In a statement released at the weekend, Nora's family painted a picture of their precious girl which makes the search all the more heartbreaking:

"Nora is a very special person. She is fun, funny, and extremely loving. With her family, she is very affectionate – family is her whole world and she loves to play games, like Cat Bingo, with us.

"She likes to tell us silly jokes and wear clever, colourful t-shirts. She is not like other teenagers. She is not independent and does not go anywhere alone.

"Nora was born with Holoprosencephaly; this means that she has a smaller brain. All her life she has spent a lot of time in hospital. When she was born, she needed operations to help her breathing. She has specialists that monitor her growth, her physical abilities and her strength, and especially her mental capacity.

"Nora has always needed dedicated specialist educational provision, and now attends a school for children and young people with learning and communication difficulties.

"Nora is very sensitive. Outside the family, Nora is very shy and can be quite anxious. Every night, her special time is for cuddles and a night-time story with her mum. And she was extremely excited about the family holiday in Malaysia."

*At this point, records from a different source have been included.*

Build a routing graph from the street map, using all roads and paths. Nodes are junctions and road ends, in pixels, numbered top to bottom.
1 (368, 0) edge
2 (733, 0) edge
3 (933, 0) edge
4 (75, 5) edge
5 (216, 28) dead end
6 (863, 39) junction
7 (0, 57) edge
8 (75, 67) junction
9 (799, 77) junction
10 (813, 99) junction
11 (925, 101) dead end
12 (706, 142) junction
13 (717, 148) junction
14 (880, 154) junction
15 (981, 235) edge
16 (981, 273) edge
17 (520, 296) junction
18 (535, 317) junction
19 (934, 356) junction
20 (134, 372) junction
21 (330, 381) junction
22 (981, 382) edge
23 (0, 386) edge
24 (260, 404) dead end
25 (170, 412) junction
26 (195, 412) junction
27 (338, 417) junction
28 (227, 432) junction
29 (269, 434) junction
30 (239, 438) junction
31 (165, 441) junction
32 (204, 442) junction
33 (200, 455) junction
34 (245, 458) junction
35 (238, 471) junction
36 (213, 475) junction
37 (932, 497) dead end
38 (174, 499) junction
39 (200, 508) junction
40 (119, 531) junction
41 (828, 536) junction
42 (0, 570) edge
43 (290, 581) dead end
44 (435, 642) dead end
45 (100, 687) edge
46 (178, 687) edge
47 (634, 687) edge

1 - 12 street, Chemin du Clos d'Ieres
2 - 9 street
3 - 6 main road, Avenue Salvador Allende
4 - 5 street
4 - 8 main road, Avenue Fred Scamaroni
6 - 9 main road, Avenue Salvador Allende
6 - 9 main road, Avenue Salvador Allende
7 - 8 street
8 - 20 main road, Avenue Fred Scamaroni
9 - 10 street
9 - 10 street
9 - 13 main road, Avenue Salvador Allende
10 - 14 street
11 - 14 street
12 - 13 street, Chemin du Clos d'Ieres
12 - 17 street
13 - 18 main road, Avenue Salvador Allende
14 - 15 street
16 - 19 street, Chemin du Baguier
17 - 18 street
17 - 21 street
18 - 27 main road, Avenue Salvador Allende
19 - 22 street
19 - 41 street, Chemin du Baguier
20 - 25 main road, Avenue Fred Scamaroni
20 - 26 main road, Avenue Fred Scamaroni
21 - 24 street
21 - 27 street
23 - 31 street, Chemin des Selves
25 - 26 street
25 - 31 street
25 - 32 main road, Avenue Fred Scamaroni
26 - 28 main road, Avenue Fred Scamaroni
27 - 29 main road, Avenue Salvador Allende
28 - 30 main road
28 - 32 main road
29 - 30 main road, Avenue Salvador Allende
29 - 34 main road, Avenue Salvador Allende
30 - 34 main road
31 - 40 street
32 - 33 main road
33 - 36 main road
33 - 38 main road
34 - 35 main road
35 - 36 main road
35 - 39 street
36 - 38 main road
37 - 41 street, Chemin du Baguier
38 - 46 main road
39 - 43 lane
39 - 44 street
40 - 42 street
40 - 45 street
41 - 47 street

On Sunday, police in Malaysia said that they were scaling back their search for Nora. More than 300 search and rescue personnel including elite troops using thermal imaging equipment, helicopters and drones have been desperately trying to find the schoolgirl.

As parents who are touched deeply by this family's plight, it is hard not to feel helpless. At the weekend, I spoke to the detective who worked on the Madeleine McCann case. He is liaising closely with Nora's family. He says that the family are being bolstered somewhat during their nightmare by good thoughts, prayers and moral support from people throughout the world.

Let's keep that going and send all positive thoughts to this poor family who are navigating the worst days of their lives – and let's hope and pray that this story has a happy ending.